For some reason, I have a strange compulsion to share about myself. I have all these thoughts spinning around in my head and I’m starting to get dizzy. Plus, I am not focusing on my art history like I should. So perhaps this will help.
- I am a dreamer. I dream almost constantly. Not just when I’m sleeping and not just nice “here is what my future will look like” dreams. I imagine every scenario in my head, realistic or otherwise. It’s my type of escape. The only problem is, I often forget to come back to reality. So if you hear me talking or gesturing and I seem completely disconnected that’s probably exactly what has happened. I disconnect when things aren’t going well. I know eventually I’ll have to always live in this world but I don’t know what I’d do without my dreams.
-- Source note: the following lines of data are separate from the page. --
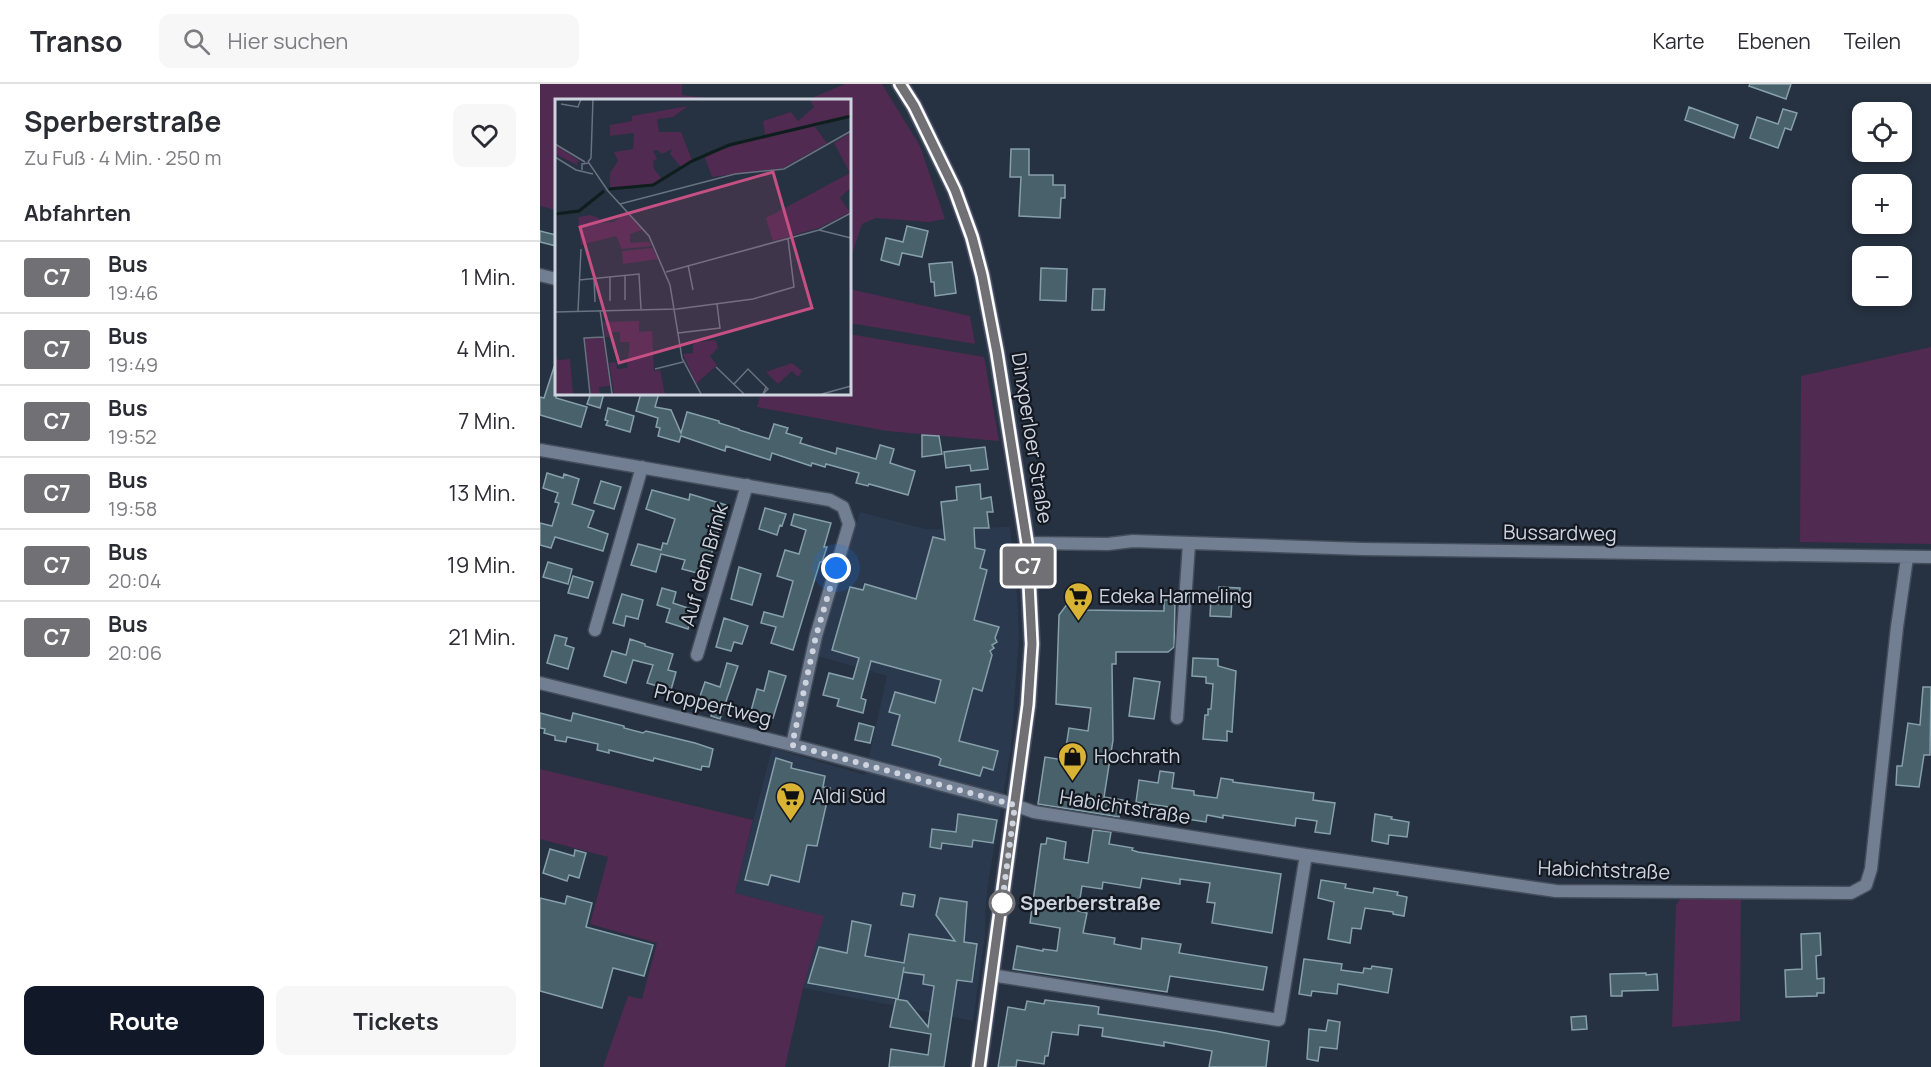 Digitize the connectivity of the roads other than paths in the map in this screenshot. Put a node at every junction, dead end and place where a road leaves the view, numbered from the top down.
1 (900, 84) edge
2 (540, 275) edge
3 (555, 279) edge
4 (540, 450) edge
5 (642, 467) junction
6 (747, 485) junction
7 (1027, 543) junction
8 (1189, 544) junction
9 (1907, 558) junction
10 (1931, 558) edge
11 (595, 630) dead end
12 (697, 656) dead end
13 (540, 683) edge
14 (1177, 718) dead end
15 (792, 745) junction
16 (1015, 805) junction
17 (1306, 855) junction
18 (991, 975) junction
19 (978, 1067) edge

1 - 7 main road, Dinxperloer Straße
2 - 3 street
4 - 5 street, Auf dem Brink
5 - 6 street, Auf dem Brink
5 - 11 street
6 - 12 street, Auf dem Brink
6 - 15 street, Auf dem Brink
7 - 8 street, Bussardweg
7 - 16 main road, Dinxperloer Straße
8 - 9 street, Bussardweg
8 - 14 street
9 - 10 street, Bussardweg
9 - 17 street, Habichtstraße
13 - 15 street, Proppertweg
15 - 16 street, Proppertweg
16 - 17 street, Habichtstraße
16 - 18 main road, Dinxperloer Straße
17 - 18 street
18 - 19 main road, Dinxperloer Straße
- I have a bad habit of trying to make everyone happy. Not because it isn’t a noble goal, but because it is impossible. I try to be everything to everyone and I end up burned out. But I know I also am quite selfish. So its not that I am always giving or anything like that. I just change who I am to fill in voids way too easily.
- I love my job. Even though I rarely want to go, spending time with kids can make my day so much better. I like the fact that I’m needed and that there is someone always asking “Chloe, can I show you something?”
- I am horrible at lying to other people but amazing at lying to myself. I have figured out how to change my memories. While this helps with the rough patches in life, it also makes me doubt what really happened and can be quite confusing. I can seperate who I really and who I am being so I end up unsure of which is real. I’m sure I’ll figure it out someday soon.
I have more to say, but I think I’ve sufficiently emptied out my brain so I can now memorize more pieces of art. ta ta for now.